En la entrada de hoy de Café Naranjo, «9 Minialbertos del Siglo XIX hacia atrás», de Alberto Guerra Naranjo.
LA DEUDA DEL CAUTIVO
Esa vez mandó a pedir papel, tinta y pluma de ganso. Así, teniendo libre de cadenas el espíritu, sería menos dura la prisión del cuerpo.

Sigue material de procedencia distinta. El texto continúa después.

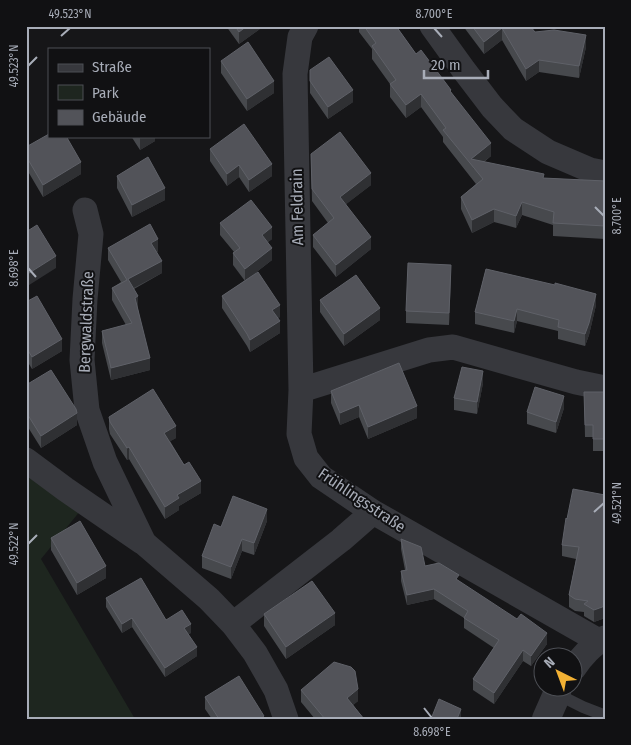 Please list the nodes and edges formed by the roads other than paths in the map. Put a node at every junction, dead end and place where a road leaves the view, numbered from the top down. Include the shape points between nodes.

Escribir sobre asuntos inventados no costaba un céntimo en oro, ni existía joya en el mundo que pudiera compensarlo, eso había descubierto en las distintas mazmorras, a lo largo de su vida y, para su buena suerte, contrario al destino de otros reos, era su mejor forma de escape.
Tiempo atrás, antes de ser excomulgado, por causa de las deudas que contrajo como comisario de abastos de los barcos reales, también fue esclavo del griego Dali Mamí, por cinco años, e intentó la fuga en cuatro ocasiones, pero ya no contaba con energías de soldado, ni con edad favorable.

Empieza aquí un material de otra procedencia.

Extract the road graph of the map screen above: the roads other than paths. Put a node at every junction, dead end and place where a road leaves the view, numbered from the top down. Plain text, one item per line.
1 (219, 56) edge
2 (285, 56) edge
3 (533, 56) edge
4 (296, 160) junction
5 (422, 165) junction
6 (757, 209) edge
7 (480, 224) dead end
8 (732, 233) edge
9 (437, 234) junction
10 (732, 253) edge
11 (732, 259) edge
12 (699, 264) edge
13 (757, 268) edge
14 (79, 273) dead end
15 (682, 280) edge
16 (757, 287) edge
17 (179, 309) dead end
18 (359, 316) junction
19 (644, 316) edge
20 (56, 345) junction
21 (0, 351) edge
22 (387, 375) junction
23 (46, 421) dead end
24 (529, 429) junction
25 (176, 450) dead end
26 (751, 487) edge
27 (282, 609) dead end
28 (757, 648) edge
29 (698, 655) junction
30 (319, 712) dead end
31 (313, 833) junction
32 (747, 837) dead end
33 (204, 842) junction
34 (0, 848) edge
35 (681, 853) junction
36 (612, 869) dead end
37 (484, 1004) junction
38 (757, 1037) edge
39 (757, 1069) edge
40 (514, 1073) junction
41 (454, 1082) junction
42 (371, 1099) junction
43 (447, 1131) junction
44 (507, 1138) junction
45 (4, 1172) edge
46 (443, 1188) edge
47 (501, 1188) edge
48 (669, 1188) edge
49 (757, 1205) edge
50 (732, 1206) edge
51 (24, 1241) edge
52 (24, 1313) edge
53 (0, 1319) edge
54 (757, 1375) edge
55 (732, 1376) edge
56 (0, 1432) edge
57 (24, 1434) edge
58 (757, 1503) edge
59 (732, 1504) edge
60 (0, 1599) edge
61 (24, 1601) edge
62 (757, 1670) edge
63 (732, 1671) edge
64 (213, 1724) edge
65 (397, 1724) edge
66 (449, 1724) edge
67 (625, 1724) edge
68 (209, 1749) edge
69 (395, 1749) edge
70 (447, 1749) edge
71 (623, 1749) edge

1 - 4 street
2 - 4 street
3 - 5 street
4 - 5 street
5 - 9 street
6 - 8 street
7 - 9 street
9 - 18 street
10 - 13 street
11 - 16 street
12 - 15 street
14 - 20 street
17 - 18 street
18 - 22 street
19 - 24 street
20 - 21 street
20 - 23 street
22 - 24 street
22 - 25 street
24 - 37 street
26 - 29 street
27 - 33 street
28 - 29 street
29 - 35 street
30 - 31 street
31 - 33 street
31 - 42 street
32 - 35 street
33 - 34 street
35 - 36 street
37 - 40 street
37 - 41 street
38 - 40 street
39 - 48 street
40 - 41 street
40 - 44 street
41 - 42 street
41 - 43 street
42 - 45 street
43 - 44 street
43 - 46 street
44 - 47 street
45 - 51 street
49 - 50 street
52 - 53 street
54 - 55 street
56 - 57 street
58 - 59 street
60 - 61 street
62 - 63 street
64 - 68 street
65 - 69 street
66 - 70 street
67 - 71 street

Prefería, entonces, aprovechar la luz filtrada entre barrotes, agradecer la vela endeble en la noche, no sin antes dar gracias a Dios por la ocurrencia, y escribir sin descanso, como si no quedara otro remedio, sobre las desventuras en burro de un gordito hablador y de un tal Alonso Quijano en Rocinante, que, desde un tiempo a esa fecha, desandaban con soltura crucial en su cabeza.
EL PEOR DE LOS AÑOS
Excelencia, toca a mí informaros en detalle sobre lo ocurrido en nuestra Universidad de Santo Domingo, en fecha reciente de este 1586, entre nuestro don Rodrigo Díaz Cortez y el maldito corsario inglés Drake.
Como bien sabe usted, nuestra isla, La Española, posee el grandísimo honor de haberse convertido, desde 1518, en el primer sitio de Las Indias en fundar una universidad; eso mismo explicaba a don Rodrigo Díaz Cortez, venido de Alicante, con la honrosa misión de escribir un informe para su majestad, a quien nuestro claustro recibió con los honores correspondientes.
Argumentaba a Díaz Cortez, en recorrido junto a varios profesores, que nuestra universidad se había fundado con los mismos derechos y prerrogativas que las de Salamanca y Valladolid, gracias al empuje de nuestros domínicos, quienes, luego de veinte años de persistencia, lograron acreditarse la bula In apostulatus culmine, ganancia imprescindible para nuestro prestigio, cuyos pliegos, con emoción, le mostraba yo en ese momento.
Expliqué, además, que, a pesar de las adversidades, en una isla atacada por ciclones, contrabandistas, corsarios; habitada por negros salvajes, por indígenas no menos salvajes, por mestizos de baja condición moral, todos socarrones, impuntuales, adeptos a las mujeres fáciles y a las peleas de gallos, todos vagos irredimibles, y habitada por pocos blancos de recio carácter, nos sobrepusimos de estas dificultades atendiendo, inclusive, a estudiantes de las islas cercanas y hasta del continente; e impartiendo con gusto materias como Artes, Teología, Cánones y Leyes.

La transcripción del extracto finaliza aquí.